Nestle Tollhouse Peanut Butter Chocolate Chip Cookies

      So after cooking lunch Saturday on the Egg, I inserted the placesetter and the 3 little green feet that come with the Egg and made sure that the grill was stabilized at 375 dome, which would give a cooking level temperature of about 350 (that’s what the package of cookies said to use in an oven).

Halfway Through

      I couldn’t help myself and had to take a peak after about 4 minutes to see what was going on in there.

Just about done

      The cookies ended up taking about 12 minutes to get done, although the package claimed 8-9.

Done

      All in all, I think it turned out pretty good. I was using an all mesquite lump charcoal, so it did impart a hint of smoke to the cookies, but it wasn’t over powering and if anything was more of a lingering after note. If you don’t like smoke, I would suggest possible an oak lump charcoal and do not use any wood chips. I think I am definitely going to have to attempt some home-made cookies in the future….and maybe a pie….or a cake….anybody got any good recipes?

14 thoughts on “First Foray Into Dessert

  1. Night quite baking – but I love grilled peaches. I cut them in half and put them cut side down. When they’re nice and soft I take them off, put some sweetened mascarpone in the pit cavity and top with toasted almonds. Serve with biscotti and Italian dessert wine.

    Equally good – pineapple slices soaked in rum & brown sugar. Serve hot over vanilla ice cream.

  2. This proves that if you have the right tools, you can cook anything outside. Smoky chocolate chip cookies..that is quite an unusual flavor! Glad to see you are having fun with your BGE.

    1. That is true. It was an unusual flavor, but I think the hint of smoke added an extra dimension to the taste. I can only imagine it will be better with a home-made cookie recipe. How can you not have fun with a BGE? It is the ultimate outdoor grill/smoker/oven.

    1. LOL!! Thanks. I probably would not fire up the egg just to make cookies, but since I already had it going as I just cooked something else, I figured why not through some on there and see what happens.

  3. If you have a mixer, there is a terrific cookie recipe that will hardly take you any time, and tastes great when baked in the oven. (I think it would work well in your BGE.)

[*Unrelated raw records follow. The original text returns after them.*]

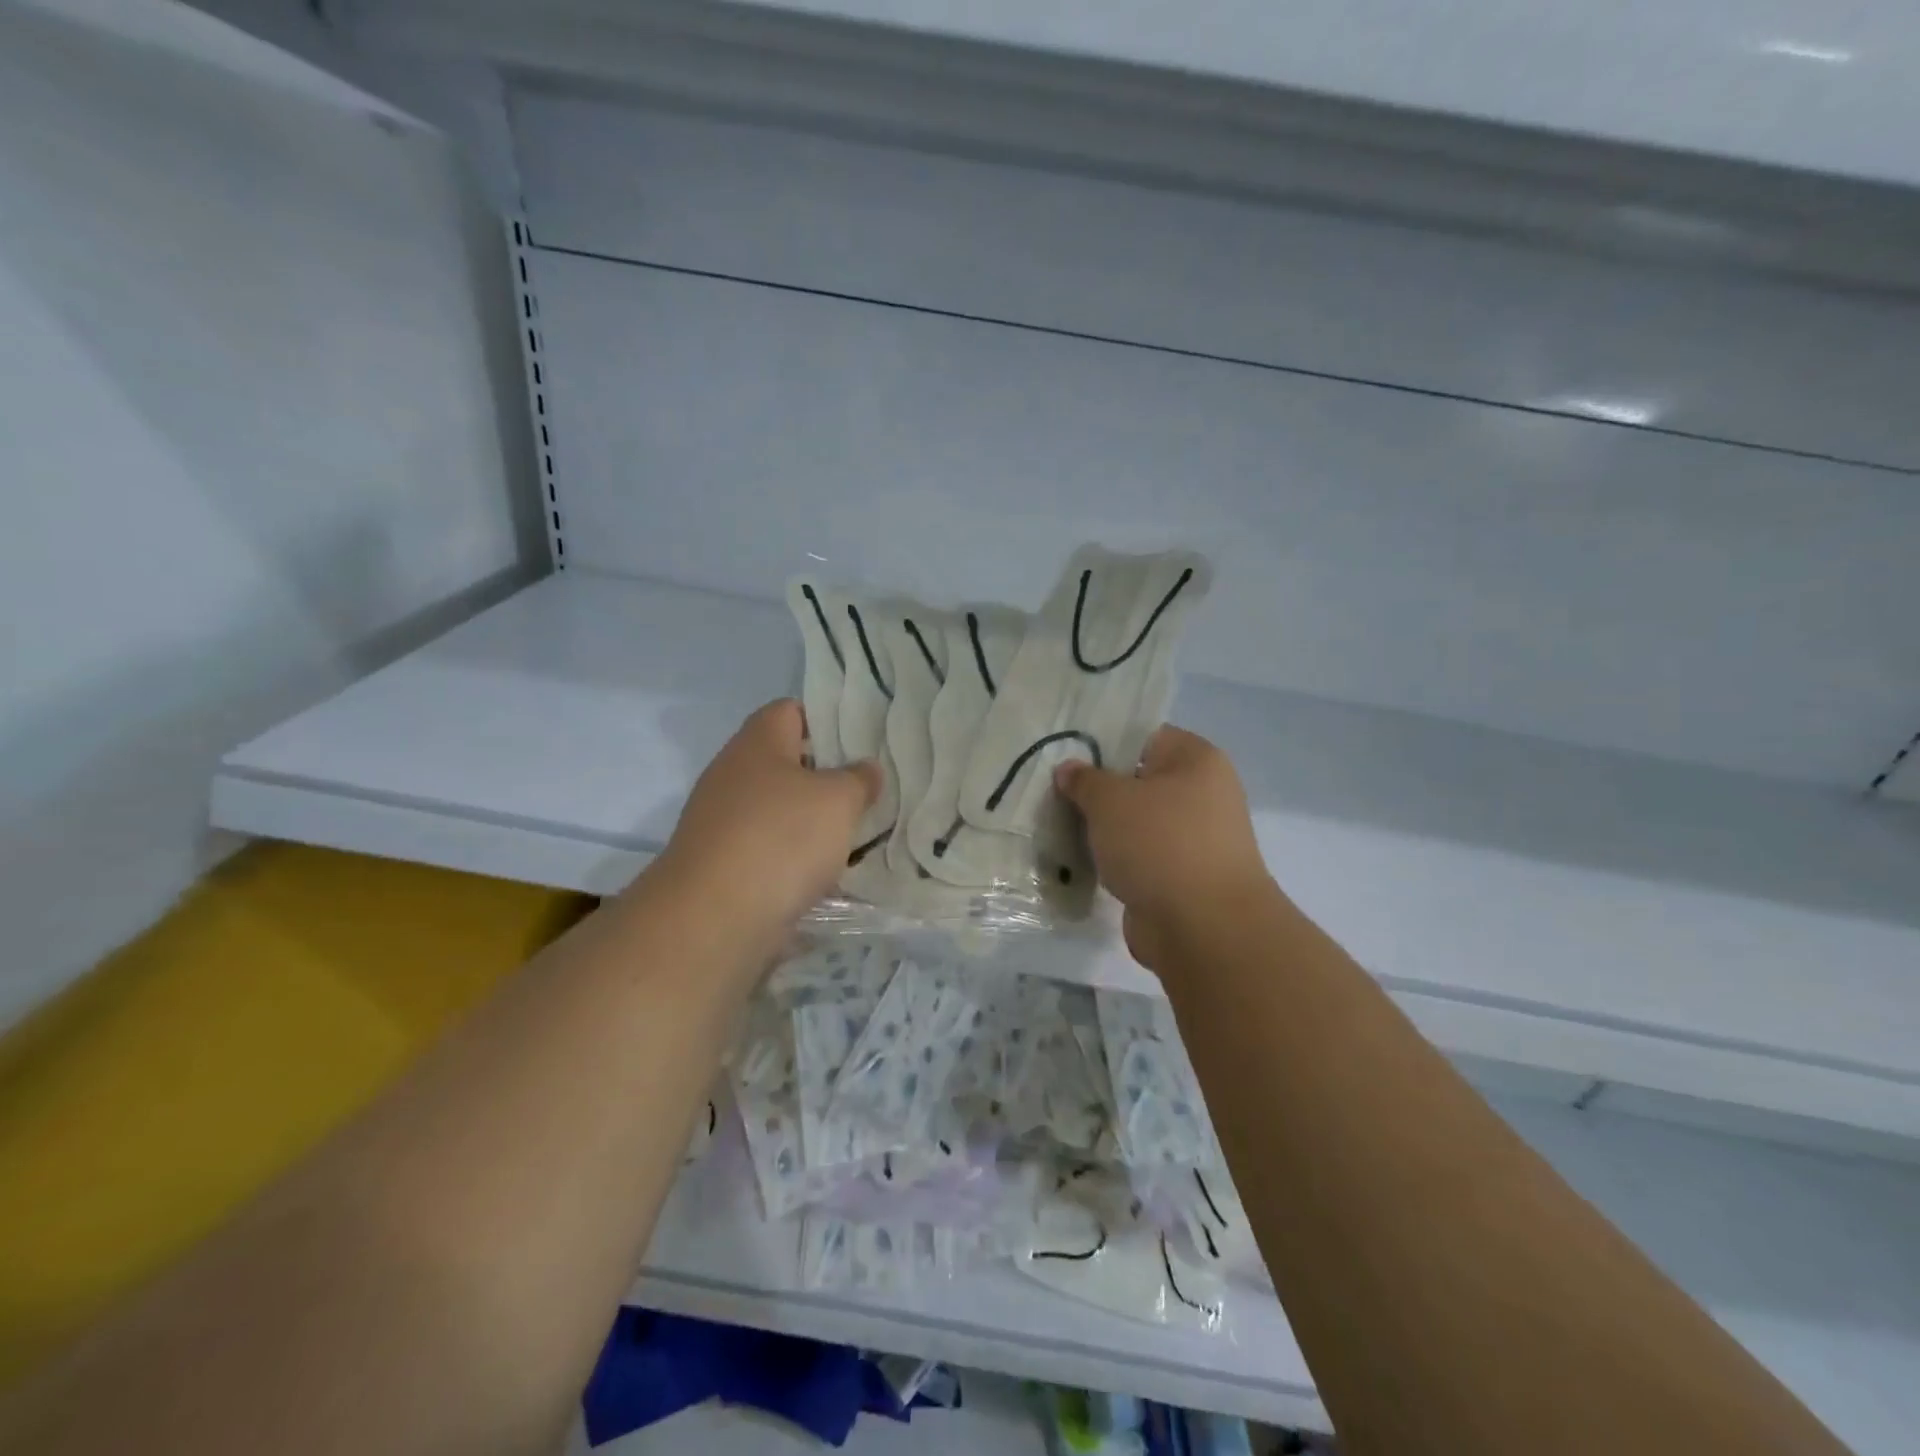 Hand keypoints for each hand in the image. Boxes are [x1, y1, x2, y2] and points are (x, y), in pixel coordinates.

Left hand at [658, 699, 880, 937]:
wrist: (714, 917)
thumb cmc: (781, 838)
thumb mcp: (839, 800)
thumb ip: (859, 779)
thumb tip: (866, 769)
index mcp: (758, 742)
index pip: (791, 710)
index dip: (827, 719)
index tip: (863, 740)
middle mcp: (733, 774)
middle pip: (786, 762)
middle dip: (826, 776)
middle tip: (868, 789)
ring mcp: (722, 821)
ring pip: (778, 809)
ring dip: (812, 820)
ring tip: (855, 832)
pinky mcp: (722, 863)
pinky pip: (768, 848)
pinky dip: (794, 857)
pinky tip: (825, 872)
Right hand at [1054, 726, 1274, 970]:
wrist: (1202, 927)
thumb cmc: (1159, 843)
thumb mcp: (1110, 800)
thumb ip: (1084, 780)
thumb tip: (1069, 769)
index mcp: (1196, 760)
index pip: (1145, 737)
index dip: (1105, 744)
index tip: (1067, 758)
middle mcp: (1203, 794)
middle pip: (1139, 782)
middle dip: (1098, 792)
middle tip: (1057, 795)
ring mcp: (1195, 839)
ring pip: (1137, 823)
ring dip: (1104, 830)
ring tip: (1061, 828)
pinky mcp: (1182, 877)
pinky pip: (1140, 857)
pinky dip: (1115, 861)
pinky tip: (1081, 862)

    Mix 2 eggs, one 16-ounce jar of peanut butter (I like MaraNatha organic creamy with a hint of sea salt), and 2 cups of granulated sugar in the mixer until they’re completely blended. Scoop teaspoonfuls onto a cookie sheet (or whatever you’re using in the Egg) and bake for about as long as you’d bake chocolate chip cookies. No butter, no flour, hardly any measuring–hard to go wrong.

    I feel a little silly admitting it, but this recipe is from a children’s book, Mouse Cookies and More, by Laura Numeroff. I do have a five-year-old daughter, so I have an excuse for having the book around the house 😉

    Good luck with the baking! Your barbecue posts look amazing.